3p: Tell us about someone (mentor, sponsor, friend, hero) who affected your sustainability journey, and how.
KS: Thomas Friedman’s books, The Lexus and the Olive Tree and Hot, Flat and Crowded, were real eye openers for me. Having worked in the paper, timber and mining industries early in my career, I had a vague realization that our resources were limited. And having later worked in the tech sector, I was aware of the trend toward globalization of our economies. Friedman’s books drove home for me how small the world is becoming, and how connected we all are. In 2003, I met Mathis Wackernackle at the Global Footprint network. He put numbers around the implications of population increase on our resource use, pointing out that we were already in what he calls “Ecological Overshoot,” using more resources annually to support our global economy than the earth can regenerate. Right around the same time, I read Cradle to Cradle and later met Bill McDonough. At that point it all clicked together for me – I realized that we have real work to do to redesign our global economy for sustainability, and that I needed to help.
3p: What is the best advice you have ever received?
KS: Just do it (thanks, Nike!). Realizing that the whole global economy needs to be redesigned is a pretty gobsmacking notion and can cause any manner of reactions: fear, depression, helplessness, hopelessness. Or it can be energizing. Either way it’s hard to know where to begin to tackle something as daunting as what we have to contend with this century. The key, though, is just to begin — put one foot forward in whatever way you know how to do. Don’t let perfection be the enemy of the good. Find like-minded friends and get moving. We have come a long way over the last decade and we have a lot more to do. Awareness of the need and action around it is picking up steam everywhere I travel – that’s something we need to hang on to and encourage.
3p: Can you share a recent accomplishment you are especially proud of?
KS: I don’t really experience so much pride as gratitude and humility around our work. I guess you could say am proud of the impact I know we’re having on individual people’s lives. I have had many people tell me their lives have changed as a function of discovering and becoming part of our community.
I certainly feel excited by the reach we have generated around the world.
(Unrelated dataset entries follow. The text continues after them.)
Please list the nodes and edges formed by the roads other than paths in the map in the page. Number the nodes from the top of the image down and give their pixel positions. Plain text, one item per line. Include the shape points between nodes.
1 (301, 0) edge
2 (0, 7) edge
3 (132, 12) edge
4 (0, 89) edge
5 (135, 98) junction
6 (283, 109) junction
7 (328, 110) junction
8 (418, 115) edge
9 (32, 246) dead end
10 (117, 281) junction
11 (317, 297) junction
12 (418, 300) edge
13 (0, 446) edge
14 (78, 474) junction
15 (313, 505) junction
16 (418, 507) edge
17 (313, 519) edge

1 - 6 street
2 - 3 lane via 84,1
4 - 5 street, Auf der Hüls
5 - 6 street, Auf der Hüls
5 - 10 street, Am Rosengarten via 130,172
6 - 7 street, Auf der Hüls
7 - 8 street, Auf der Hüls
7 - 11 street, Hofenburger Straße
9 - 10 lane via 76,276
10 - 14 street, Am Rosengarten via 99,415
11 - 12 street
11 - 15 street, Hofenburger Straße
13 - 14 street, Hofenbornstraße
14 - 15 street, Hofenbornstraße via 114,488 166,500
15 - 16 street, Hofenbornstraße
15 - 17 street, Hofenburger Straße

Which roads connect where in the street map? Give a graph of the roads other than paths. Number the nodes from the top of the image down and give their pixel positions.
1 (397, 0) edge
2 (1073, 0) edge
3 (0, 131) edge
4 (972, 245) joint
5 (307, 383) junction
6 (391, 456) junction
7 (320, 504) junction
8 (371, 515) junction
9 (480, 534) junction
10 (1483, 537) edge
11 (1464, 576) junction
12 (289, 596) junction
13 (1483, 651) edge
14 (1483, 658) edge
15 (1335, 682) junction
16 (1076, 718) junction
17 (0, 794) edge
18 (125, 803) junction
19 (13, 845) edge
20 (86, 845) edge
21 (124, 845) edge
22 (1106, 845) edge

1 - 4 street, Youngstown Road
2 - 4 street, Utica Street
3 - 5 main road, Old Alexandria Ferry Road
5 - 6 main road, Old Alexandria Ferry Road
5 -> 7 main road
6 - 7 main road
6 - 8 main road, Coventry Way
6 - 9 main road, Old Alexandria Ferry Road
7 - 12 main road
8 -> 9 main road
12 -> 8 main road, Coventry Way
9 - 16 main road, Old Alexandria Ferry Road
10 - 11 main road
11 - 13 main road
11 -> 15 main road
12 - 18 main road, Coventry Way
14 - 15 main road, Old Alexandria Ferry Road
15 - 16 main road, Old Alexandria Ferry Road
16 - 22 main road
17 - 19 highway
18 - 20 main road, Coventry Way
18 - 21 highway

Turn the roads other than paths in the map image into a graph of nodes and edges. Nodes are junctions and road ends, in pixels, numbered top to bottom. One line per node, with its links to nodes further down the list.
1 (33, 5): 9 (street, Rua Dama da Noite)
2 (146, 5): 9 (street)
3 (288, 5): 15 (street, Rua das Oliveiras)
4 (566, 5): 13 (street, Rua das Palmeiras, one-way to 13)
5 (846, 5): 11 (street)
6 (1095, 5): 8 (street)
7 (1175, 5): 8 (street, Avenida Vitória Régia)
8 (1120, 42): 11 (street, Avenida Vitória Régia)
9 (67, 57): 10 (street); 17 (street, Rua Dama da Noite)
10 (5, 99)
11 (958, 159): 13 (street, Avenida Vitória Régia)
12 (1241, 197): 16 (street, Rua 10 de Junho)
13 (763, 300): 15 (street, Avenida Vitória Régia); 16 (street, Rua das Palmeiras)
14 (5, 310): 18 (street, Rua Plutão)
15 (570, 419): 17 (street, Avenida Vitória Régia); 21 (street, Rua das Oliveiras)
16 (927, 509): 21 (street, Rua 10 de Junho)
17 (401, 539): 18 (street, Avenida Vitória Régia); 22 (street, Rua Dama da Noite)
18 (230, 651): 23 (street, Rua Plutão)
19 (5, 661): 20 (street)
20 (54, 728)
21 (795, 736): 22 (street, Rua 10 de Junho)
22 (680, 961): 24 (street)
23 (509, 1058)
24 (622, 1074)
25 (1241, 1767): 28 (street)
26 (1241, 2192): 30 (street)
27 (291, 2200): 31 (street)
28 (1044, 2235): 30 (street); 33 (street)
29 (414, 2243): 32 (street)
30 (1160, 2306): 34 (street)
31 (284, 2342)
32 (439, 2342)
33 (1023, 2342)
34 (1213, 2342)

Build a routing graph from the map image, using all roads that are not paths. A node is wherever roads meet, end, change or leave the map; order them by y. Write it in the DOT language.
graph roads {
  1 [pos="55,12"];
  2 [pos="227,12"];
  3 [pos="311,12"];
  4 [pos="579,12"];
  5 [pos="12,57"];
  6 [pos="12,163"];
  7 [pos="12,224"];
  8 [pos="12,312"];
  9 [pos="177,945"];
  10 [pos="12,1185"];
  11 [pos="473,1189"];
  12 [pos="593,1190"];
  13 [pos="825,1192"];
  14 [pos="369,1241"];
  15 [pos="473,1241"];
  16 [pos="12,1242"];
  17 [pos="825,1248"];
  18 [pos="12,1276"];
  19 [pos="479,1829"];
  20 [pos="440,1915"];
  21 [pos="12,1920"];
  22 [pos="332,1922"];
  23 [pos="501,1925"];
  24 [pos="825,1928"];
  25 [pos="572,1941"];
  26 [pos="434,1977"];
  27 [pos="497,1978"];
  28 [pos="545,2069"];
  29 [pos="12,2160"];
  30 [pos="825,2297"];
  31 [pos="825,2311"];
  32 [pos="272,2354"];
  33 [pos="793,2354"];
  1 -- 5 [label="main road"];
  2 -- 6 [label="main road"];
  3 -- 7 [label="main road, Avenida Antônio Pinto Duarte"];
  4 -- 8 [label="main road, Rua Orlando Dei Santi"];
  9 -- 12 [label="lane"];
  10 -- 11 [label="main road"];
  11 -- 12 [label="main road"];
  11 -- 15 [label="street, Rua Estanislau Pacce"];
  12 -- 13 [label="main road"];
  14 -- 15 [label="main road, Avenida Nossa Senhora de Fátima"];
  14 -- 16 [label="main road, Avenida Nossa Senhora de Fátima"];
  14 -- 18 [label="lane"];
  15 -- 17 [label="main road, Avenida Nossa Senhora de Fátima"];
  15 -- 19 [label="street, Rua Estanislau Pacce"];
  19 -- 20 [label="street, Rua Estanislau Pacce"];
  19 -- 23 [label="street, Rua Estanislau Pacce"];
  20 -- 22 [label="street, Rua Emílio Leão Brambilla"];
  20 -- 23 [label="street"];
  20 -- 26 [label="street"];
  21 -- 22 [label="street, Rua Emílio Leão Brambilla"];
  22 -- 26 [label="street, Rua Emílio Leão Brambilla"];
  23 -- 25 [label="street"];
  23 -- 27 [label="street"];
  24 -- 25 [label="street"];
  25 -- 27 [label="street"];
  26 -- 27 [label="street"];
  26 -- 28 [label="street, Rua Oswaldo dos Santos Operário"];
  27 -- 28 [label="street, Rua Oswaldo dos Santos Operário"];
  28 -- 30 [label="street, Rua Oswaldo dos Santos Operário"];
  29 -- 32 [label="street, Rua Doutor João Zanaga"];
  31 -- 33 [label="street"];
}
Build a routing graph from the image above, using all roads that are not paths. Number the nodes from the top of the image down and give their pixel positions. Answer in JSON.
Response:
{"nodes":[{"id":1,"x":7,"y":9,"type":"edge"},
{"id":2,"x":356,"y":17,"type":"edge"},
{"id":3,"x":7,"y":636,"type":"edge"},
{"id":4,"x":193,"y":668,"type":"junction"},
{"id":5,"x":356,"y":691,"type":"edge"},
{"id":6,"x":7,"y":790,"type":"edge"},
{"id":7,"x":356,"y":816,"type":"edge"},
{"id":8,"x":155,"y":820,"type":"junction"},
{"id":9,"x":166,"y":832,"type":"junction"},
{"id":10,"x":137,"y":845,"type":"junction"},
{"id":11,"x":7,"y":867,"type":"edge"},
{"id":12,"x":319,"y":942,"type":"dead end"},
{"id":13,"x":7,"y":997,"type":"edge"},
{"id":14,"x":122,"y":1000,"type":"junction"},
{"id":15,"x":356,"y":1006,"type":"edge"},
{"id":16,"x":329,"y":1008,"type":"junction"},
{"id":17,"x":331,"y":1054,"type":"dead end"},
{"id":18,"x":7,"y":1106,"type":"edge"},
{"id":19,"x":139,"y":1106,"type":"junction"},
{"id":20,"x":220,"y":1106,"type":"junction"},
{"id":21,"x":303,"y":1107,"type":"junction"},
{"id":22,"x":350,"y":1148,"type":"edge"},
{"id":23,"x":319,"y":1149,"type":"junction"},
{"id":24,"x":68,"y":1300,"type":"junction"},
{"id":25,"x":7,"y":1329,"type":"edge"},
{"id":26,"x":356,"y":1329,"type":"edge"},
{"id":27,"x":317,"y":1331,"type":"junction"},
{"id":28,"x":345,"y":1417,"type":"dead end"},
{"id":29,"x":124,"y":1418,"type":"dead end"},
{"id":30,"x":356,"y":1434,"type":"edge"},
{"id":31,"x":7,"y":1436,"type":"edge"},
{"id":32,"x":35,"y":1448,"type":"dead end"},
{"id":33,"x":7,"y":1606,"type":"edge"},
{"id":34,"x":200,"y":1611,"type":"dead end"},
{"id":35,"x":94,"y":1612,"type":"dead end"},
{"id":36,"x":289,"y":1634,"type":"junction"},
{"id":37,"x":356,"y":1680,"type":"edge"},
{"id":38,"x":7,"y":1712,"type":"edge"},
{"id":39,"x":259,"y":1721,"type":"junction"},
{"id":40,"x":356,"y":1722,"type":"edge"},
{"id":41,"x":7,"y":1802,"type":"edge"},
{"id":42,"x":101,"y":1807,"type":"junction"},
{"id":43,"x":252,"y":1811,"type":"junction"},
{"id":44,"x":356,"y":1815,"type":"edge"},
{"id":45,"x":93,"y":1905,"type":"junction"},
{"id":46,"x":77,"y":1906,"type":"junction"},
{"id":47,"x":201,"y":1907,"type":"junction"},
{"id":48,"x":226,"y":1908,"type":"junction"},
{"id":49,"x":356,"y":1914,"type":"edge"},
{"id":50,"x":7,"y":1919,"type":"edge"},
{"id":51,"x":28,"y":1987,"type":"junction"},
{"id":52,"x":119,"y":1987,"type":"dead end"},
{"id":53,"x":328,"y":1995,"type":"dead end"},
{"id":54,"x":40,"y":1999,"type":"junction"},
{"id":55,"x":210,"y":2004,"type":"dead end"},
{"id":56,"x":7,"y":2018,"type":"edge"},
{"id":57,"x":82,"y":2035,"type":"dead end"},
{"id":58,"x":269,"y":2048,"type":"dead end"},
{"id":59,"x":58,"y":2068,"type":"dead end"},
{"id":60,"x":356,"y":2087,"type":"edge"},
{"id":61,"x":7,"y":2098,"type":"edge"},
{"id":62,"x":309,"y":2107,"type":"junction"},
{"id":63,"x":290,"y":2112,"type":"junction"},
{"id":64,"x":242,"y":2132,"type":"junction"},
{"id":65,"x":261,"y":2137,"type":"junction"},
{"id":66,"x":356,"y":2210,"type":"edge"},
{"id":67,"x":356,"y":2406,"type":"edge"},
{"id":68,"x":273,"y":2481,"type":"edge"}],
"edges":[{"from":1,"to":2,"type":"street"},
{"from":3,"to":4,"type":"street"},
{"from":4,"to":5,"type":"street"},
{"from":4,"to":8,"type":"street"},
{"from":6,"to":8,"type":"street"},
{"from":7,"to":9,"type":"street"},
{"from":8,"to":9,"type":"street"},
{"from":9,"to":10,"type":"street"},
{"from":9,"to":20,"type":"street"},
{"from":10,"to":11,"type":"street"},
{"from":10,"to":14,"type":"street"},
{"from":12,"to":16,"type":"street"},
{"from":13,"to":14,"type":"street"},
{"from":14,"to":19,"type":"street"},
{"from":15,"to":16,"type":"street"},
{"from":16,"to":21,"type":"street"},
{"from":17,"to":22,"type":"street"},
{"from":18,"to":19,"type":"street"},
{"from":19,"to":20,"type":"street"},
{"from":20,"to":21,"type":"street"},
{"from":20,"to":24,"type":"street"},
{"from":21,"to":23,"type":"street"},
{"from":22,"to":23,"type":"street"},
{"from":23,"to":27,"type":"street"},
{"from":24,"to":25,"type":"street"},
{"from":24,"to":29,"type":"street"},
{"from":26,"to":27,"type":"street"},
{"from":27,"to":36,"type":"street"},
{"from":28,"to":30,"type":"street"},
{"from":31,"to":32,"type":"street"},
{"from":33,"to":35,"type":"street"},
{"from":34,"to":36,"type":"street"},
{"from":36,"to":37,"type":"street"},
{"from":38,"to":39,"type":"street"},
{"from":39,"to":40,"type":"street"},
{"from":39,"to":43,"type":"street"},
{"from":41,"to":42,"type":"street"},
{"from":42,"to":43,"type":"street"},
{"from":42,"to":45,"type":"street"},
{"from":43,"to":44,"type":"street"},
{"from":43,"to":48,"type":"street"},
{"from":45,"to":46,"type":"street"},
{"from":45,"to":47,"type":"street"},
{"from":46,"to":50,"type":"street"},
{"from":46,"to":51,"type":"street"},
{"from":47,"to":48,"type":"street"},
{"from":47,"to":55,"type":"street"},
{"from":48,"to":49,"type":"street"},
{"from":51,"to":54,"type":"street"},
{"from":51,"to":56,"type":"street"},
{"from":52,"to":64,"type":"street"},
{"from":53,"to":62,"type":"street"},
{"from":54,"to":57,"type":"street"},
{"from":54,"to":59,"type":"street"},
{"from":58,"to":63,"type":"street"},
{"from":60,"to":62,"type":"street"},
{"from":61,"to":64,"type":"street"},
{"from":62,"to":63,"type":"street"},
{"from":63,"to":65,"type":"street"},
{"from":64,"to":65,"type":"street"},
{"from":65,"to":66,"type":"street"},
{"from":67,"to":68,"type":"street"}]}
Sustainable Brands will be convening our community at conferences in seven cities on four continents this year, which is testament to the individuals and organizations who have come upon our work from afar and reached out to us to partner. What this means to me is that our message is resonating with people around the world, and again, that’s not so much something to be proud of – shouldn’t we all be doing that as a matter of course? – but something to be grateful for. It will take all of us working together to get to a sustainably flourishing future. I am thankful every day that there continues to be a growing worldwide community of people stepping up to help us get there.
3p: If you had the power to make one major change at your company or in your industry, what would it be?
KS: Oh, my. Only one? So many ways to answer that! I wish I could wave a magic wand and have all the administrative aspects of running a small business disappear. On a macro level, I’d love to eliminate short term trading, which encourages people to play games with money rather than put it to work creating real value. Sadly, investing has become about value extraction rather than value creation and that just has to stop.
3p: Describe your perfect day.
KS: Well, a lovely day in the Bay Area, spent with my husband and sons, either out in nature or experiencing music or art. Good food is a must. And time at the beginning and end of the day to read, plus the blessing of eight hours of sleep – these are the simple things that mean the most to me.